/ 22 August 2009

Matric headache for universities

Staff working in university student admissions offices will have to remain on tenter-hooks until the end of September when the Department of Basic Education will inform them whether it will release the 2009 matric exam results to them confidentially by late December.

The staff are concerned about the announcement that the results would be released only on January 7 next year leaving them little time to process applications from matriculants for admission into first year.

The vice-chancellor’s association, Higher Education South Africa, said the department informed it last week that it had agreed to a request from the university registrars’ forum for the results to be given to universities in late December, but the approval had to have the nod of the provincial heads of departments committee.

But, deputy director general of further education and training Penny Vinjevold told higher learning: ‘There is no official decision yet. We will respond to the request by the end of September. We are consulting the provinces to see if they will be ready. There is no confirmation.”

To date the Education Department has released the results publicly and to universities by the end of December, allowing universities time to process applications from matriculants for admission into first year.

About 600 000 learners write the national senior certificate exam and roughly 140 000 are admitted into the first year of tertiary studies.

The department has announced, however, that it would release the results only on January 7 2010 following a request from Umalusi, the independent statutory body responsible for the monitoring, moderation and standardisation of the exam, because it needed more time to do its own checks on the results.

University admissions staff were unhappy about the January 7 date. Universities are already starting their 2010 student registration processes and academic year earlier than usual; their June-July holidays will be longer to accommodate the Fifa 2010 activities. University residences are being hired out to tourists and sports fields will be used as training bases.

A letter representing 23 university registrars was sent to Umalusi and the education department opposing the January release date. The letter recommends that the results be released before Christmas but not later than December 31 and that this be a permanent arrangement with effect from 2009.

According to Carol Crosley, deputy registrar at Wits University, getting the results in December would give the university time to work through public holidays, matching applications with the database of results. ‘We receive about 28 000 applications for about 5 000 places and about 18 000 applications come from learners in matric. It’s hectic for us.”
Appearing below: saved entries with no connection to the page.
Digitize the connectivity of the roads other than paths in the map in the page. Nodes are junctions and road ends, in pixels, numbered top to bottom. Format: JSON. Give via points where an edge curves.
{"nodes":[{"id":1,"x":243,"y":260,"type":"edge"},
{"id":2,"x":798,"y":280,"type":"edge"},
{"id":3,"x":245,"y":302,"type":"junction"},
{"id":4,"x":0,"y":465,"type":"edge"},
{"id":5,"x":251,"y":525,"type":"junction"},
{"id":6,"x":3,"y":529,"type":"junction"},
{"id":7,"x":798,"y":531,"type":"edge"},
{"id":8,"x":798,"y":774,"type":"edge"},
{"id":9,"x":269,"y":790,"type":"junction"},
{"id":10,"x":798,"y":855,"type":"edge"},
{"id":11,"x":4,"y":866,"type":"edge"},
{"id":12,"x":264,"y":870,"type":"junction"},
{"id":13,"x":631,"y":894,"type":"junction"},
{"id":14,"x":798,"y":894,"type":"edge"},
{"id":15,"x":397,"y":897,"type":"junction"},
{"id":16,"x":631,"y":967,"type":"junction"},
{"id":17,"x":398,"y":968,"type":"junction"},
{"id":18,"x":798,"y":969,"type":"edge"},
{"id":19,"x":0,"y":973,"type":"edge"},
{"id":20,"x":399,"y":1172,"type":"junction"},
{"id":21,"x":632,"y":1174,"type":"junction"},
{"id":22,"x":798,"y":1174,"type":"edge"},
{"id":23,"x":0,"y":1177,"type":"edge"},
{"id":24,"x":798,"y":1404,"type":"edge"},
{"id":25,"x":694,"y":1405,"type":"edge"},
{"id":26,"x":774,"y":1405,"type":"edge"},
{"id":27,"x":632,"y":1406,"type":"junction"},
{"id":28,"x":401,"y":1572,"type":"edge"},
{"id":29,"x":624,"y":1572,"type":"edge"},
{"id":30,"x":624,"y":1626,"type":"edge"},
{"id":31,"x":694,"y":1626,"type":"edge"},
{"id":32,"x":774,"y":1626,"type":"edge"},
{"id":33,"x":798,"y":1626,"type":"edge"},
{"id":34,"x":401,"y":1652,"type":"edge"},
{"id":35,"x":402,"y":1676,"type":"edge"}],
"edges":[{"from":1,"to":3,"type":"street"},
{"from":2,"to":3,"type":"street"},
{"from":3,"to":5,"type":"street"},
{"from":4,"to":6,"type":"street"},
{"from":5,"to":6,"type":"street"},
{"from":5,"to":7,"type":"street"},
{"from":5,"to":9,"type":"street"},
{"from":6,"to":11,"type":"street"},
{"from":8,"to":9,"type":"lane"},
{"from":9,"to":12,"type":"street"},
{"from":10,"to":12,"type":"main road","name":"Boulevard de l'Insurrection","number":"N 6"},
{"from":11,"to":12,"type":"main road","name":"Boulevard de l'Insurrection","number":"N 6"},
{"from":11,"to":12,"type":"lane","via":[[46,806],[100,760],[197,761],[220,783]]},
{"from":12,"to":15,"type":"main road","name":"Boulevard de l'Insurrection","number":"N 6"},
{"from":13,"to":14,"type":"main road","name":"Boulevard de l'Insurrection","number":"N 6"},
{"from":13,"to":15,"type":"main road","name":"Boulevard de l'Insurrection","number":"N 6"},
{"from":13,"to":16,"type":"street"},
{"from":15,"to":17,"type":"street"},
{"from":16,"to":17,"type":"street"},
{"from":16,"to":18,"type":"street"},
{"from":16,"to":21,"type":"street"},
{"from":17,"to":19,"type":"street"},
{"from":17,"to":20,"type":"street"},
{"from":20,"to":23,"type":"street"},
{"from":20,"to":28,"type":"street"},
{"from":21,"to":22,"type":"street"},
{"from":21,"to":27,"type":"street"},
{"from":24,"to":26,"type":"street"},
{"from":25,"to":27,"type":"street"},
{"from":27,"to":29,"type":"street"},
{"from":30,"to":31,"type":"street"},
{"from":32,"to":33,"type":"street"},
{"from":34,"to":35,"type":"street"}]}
Once the applications have been sorted, applicants are sent letters informing them of the degree options for which they qualify or notifying them if they are unsuccessful. ‘Applicants then have the opportunity to look for something else. If we get the results only on January 7 it will affect our ability to do a professional job of managing the process for the start of the academic year,”

Crosley says. In the meantime the University of Johannesburg is amending its academic calendar to swap the dates for first year and seniors’ registration and the Nelson Mandela Metropolitan University will put in additional resources to assist with processing admissions.

Neels Fourie, a deputy registrar at Stellenbosch University, said the institution would be concerned if it received the results after January 7. ‘The biggest problems will be for the candidates. They cannot start packing for Stellenbosch until January 7.”

Vinjevold said: ‘We have taken note of their concerns and are working on it. We are looking at their concerns sympathetically.”